State Secretary for the Budget and Consumer Protection
- In office 18 November 2022 – 3 February 2025
- Prime Minister: Alexander De Croo
- Preceded by: Eva De Bleeker
- Succeeded by: Vincent Van Peteghem (as Minister of Budget) Rob Beenders (as Minister of Consumer Affairs)

Personal details
- Born: 30 March 1979 (age 47) Wilrijk, Antwerp, Belgium
- Party: MR Anders (since 2022)
- Parent: Luc Bertrand (father);
- Education: Université Catholique de Louvain

= Alexia Bertrand =

Belgian politician (born 1979)

Alexia Bertrand (born 30 March 1979) is a Belgian politician serving as a member of the Chamber of Representatives since 2024. Since 2025, she has served as group leader of Anders. She is the daughter of Luc Bertrand.

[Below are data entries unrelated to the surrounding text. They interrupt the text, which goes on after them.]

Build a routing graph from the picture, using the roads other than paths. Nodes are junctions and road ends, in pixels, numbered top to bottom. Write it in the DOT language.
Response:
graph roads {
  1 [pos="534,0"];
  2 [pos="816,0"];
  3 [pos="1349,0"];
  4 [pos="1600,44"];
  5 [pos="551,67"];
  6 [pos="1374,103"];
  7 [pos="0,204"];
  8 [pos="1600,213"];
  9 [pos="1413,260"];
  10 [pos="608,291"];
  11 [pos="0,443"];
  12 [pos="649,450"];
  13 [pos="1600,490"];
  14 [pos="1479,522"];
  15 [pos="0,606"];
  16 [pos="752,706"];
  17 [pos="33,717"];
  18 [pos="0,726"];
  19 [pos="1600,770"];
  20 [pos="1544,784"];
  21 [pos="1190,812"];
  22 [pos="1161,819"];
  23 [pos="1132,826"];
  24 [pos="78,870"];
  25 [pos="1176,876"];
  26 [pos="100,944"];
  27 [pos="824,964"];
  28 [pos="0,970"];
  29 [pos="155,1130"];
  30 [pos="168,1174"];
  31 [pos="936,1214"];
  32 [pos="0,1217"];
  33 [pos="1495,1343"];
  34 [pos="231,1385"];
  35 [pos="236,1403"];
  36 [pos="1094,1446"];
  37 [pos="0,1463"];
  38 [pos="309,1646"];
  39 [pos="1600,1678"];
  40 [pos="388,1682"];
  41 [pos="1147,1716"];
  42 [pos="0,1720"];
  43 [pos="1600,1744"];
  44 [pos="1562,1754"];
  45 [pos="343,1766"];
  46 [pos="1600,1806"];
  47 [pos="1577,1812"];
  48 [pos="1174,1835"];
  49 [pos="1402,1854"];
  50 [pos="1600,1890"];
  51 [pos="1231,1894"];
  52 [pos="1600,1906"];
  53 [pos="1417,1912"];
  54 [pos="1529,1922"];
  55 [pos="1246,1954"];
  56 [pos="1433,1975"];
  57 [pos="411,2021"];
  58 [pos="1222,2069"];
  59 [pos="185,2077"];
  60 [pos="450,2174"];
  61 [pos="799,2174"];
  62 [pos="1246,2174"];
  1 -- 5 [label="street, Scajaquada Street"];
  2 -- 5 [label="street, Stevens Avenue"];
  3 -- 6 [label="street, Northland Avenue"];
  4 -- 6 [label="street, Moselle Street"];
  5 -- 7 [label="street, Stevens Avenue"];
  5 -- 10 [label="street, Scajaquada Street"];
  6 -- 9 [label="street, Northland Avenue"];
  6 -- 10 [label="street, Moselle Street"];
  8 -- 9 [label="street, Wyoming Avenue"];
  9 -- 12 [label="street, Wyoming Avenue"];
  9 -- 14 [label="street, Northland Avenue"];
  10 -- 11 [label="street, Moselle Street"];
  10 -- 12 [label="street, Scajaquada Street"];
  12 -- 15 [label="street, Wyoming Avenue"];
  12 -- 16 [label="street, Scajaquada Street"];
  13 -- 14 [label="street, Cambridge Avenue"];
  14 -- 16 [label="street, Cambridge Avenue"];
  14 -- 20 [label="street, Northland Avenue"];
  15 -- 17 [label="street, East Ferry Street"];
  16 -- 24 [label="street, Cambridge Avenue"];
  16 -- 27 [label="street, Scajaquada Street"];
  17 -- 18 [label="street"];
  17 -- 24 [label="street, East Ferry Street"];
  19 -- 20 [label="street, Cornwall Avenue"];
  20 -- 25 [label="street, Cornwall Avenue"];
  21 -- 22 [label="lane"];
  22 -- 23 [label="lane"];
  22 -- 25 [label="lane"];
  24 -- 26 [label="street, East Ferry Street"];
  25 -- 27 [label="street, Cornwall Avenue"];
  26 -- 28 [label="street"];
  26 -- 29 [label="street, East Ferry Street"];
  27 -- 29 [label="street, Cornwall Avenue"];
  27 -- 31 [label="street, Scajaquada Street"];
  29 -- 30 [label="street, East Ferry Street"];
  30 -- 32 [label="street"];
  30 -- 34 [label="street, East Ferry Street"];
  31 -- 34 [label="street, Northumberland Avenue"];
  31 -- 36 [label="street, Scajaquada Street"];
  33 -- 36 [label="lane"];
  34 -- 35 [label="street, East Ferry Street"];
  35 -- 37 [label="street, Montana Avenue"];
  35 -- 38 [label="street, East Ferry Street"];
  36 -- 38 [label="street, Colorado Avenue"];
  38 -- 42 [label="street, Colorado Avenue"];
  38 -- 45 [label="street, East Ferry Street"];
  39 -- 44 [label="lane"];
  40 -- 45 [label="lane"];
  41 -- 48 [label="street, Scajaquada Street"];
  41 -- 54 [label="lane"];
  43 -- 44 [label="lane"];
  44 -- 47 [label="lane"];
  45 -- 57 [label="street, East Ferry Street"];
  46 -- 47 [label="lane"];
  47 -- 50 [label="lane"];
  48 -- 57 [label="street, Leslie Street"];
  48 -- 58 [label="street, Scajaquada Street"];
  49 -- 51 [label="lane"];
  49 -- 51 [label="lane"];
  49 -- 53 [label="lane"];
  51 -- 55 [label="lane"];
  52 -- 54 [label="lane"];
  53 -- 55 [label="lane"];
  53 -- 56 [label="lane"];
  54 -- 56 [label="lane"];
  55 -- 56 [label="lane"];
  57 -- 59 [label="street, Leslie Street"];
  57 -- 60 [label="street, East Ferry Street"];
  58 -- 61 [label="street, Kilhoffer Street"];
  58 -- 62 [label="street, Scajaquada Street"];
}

Bertrand was a member of the Parliament of the Brussels-Capital Region from 2019 to 2022, and served as group leader of the Reformist Movement. In 2022, she became a member of the Open Flemish Liberals and Democrats alongside her Reformist Movement membership. From 2022 to 2025, she served as state secretary for the budget and consumer protection.

She is a member of The Trilateral Commission.